The real worry, however, is not so much the headline number but the data beneath it.
For while everyone knows and understands that the main thing pushing up prices this time is household bills (April, the month the CPI data is looking at, was when the price cap increase came into force) the inflationary forces go far beyond that.
Core CPI inflation, which strips out volatile costs, is now up to 6.2%. Core goods price inflation is up to 8%. Core services inflation is now up to 4.7% (compared with 4% in March).
Put it all together and it’s clear that what we’re facing now is a very broad-based inflation with higher costs being passed down by all sorts of businesses.
And there’s little sign of this abating: producer price inflation, which measures those costs manufacturers face, rose from an annual rate of 11.9% in March to a whopping 14% in April.
In short, it’s clear that this period of high prices isn’t coming to an end any time soon.

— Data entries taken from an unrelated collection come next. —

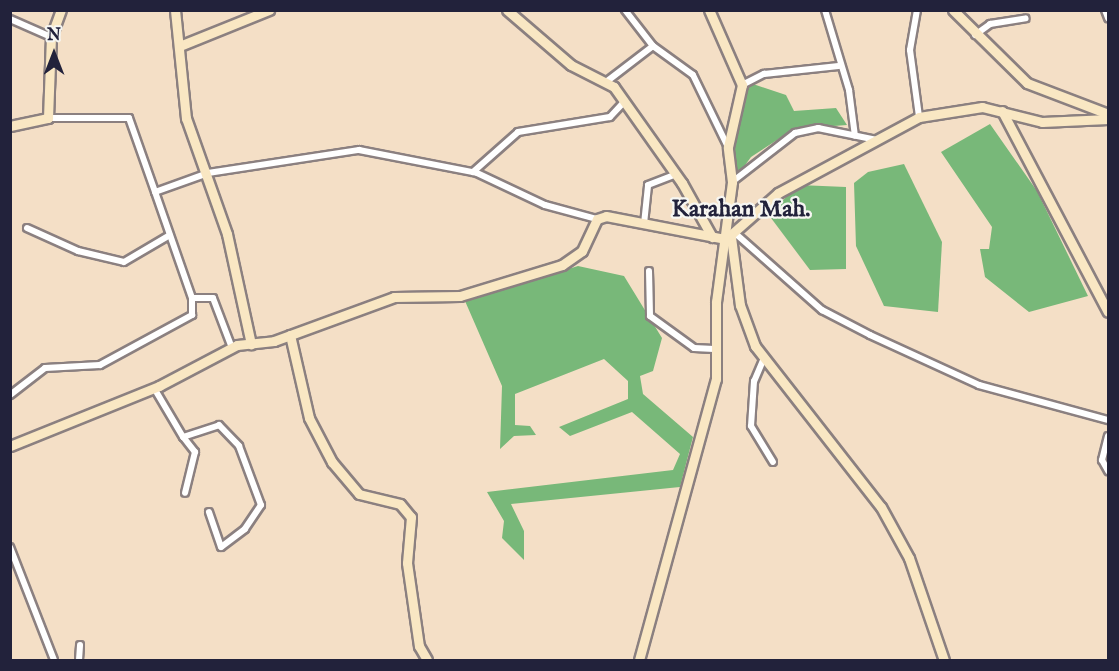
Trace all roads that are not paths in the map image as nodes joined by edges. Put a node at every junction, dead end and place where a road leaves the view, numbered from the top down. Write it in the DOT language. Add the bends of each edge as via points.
graph roads {
  1 [pos="61,10"];
  2 [pos="175,10"];
  3 [pos="268,10"];
  4 [pos="507,10"];
  5 [pos="625,10"];
  6 [pos="709,10"];
  7 [pos="825,10"];
  8 [pos="917,10"];
  9 [pos="953,10"];
  10 [pos="1105,10"];
  11 [pos="1026,18"];
  12 [pos="1108,18"];
  13 [pos="10,19"];
  14 [pos="975,35"];
  15 [pos="51,37"];
  16 [pos="182,45"];
  17 [pos="653,45"];
  18 [pos="839,66"];
  19 [pos="606,82"];
  20 [pos="742,85"];
  21 [pos="625,101"];
  22 [pos="1002,111"];
  23 [pos="1108,114"];
  24 [pos="919,117"];
  25 [pos="48,118"];
  26 [pos="1108,119"];
  27 [pos="10,126"];
  28 [pos="855,136"];
  29 [pos="876,140"];
  30 [pos="728,147"];
  31 [pos="472,172"];
  32 [pos="208,173"];
  33 [pos="676,174"];
  34 [pos="732,182"];
  35 [pos="155,192"];
  36 [pos="597,219"];
  37 [pos="644,224"];
  38 [pos="27,228"];
  39 [pos="170,235"];
  40 [pos="712,237"];
  41 [pos="731,237"];
  42 [pos="649,272"];
  43 [pos="192,298"];
  44 [pos="1108,312"];
  45 [pos="290,335"];
  46 [pos="251,344"];
  47 [pos="232,348"];
  48 [pos="714,349"];
  49 [pos="764,358"];
  50 [pos="153,388"];
  51 [pos="10,395"];
  52 [pos="1108,420"];
  53 [pos="1108,436"];
  54 [pos="183,437"];
  55 [pos="10,446"];
  56 [pos="773,462"];
  57 [pos="1108,471"];
  58 [pos="185,493"];
  59 [pos="209,512"];
  60 [pos="10,547"];
  61 [pos="80,645"];
  62 [pos="54,660"];
  63 [pos="79,660"];
  64 [pos="427,660"];
  65 [pos="639,660"];
  66 [pos="944,660"];
  1 -- 15 [label="street"];
  2 -- 16 [label="street"];
  3 -- 16 [label="street"];
  4 -- 19 [label="street" via="571,64"];
  5 -- 17 [label="street"];
  6 -- 20 [label="street"];
  7 -- 18 [label="street"];
  8 -- 24 [label="street" via="910,50"];
  9 -- 14 [label="street"];
  10 -- 12 [label="street"];
  11 -- 14 [label="street" via="990,24"];
  13 -- 15 [label="street"];
  14 -- 23 [label="street" via="1027,83"];
  15 -- 25 [label="street"];
  16 -- 32 [label="street" via="186,118"];
  17 -- 19 [label="street"];
  17 -- 30 [label="street" via="693,75"];
  18 -- 20 [label="street" via="764,74"];
  18 -- 28 [label="street"];
  19 -- 21 [label="street"];
  20 -- 30 [label="street"];
  21 -- 31 [label="street" via="610,117 518,132"];
  21 -- 33 [label="street"];
  22 -- 24 [label="street" via="982,107"];
  22 -- 26 [label="street" via="1042,122"];
  22 -- 44 [label="street"];
  24 -- 29 [label="street"];
  25 -- 27 [label="street"];
  25 -- 35 [label="street" via="129,118"];
  28 -- 29 [label="street"];
  28 -- 34 [label="street" via="818,129 795,133"];
  29 -- 41 [label="street" via="778,193"];
  30 -- 34 [label="street"];
  31 -- 32 [label="street" via="359,150"];
  31 -- 36 [label="street" via="545,205"];
  32 -- 35 [label="street"];
  32 -- 46 [label="street"];
  33 -- 37 [label="street" via="648,185"];
  33 -- 40 [label="street"];
  34 -- 41 [label="street"];
  35 -- 39 [label="street"];
  36 -- 37 [label="street" via="615,217"];
  36 -- 45 [label="street" via="582,251 562,265 460,296 394,297"];
  37 -- 40 [label="street"];
  38 -- 39 [label="street" via="78,250 124,262"];
  39 -- 43 [label="street"];
  40 -- 41 [label="street"];
  41 -- 48 [label="street"];
  41 -- 49 [label="street" via="743,317"];
  41 -- 52 [label="street" via="822,310 870,335 979,385"];
  42 -- 48 [label="street" via="650,316 694,348"];
  43 -- 47 [label="street" via="213,298"];
  43 -- 51 [label="street" via="192,315 114,358 100,365 45,368"];
  45 -- 46 [label="street"];
  45 -- 64 [label="street" via="309,418 332,462 359,494 400,504 411,517 407,563 420,646"];
  46 -- 47 [label="street"];
  47 -- 50 [label="street"];
  48 -- 65 [label="street" via="711,411"];
  49 -- 56 [label="street" via="754,381 751,426"];
  49 -- 66 [label="street" via="858,472 897,533"];
  50 -- 54 [label="street"];
  50 -- 55 [label="street"];
  53 -- 57 [label="street" via="1102,460"];
  54 -- 58 [label="street" via="195,452"];
  54 -- 59 [label="street" via="225,426 238,446 261,505 245,529 221,547"];
  60 -- 62 [label="street"];
  61 -- 63 [label="street"];
}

That being said, it’s quite likely, given that April was one of “those” months with especially big price increases, primarily the price cap rise, that the CPI number may tick down a bit in the coming months.
But it is likely to rise again by the end of the year. Economists still expect it to come down quite quickly thereafter.
They have been wrong about inflation again and again in recent months. That being said, April’s data is the first in a long time that has come out somewhat lower than the consensus forecast rather than somewhat higher.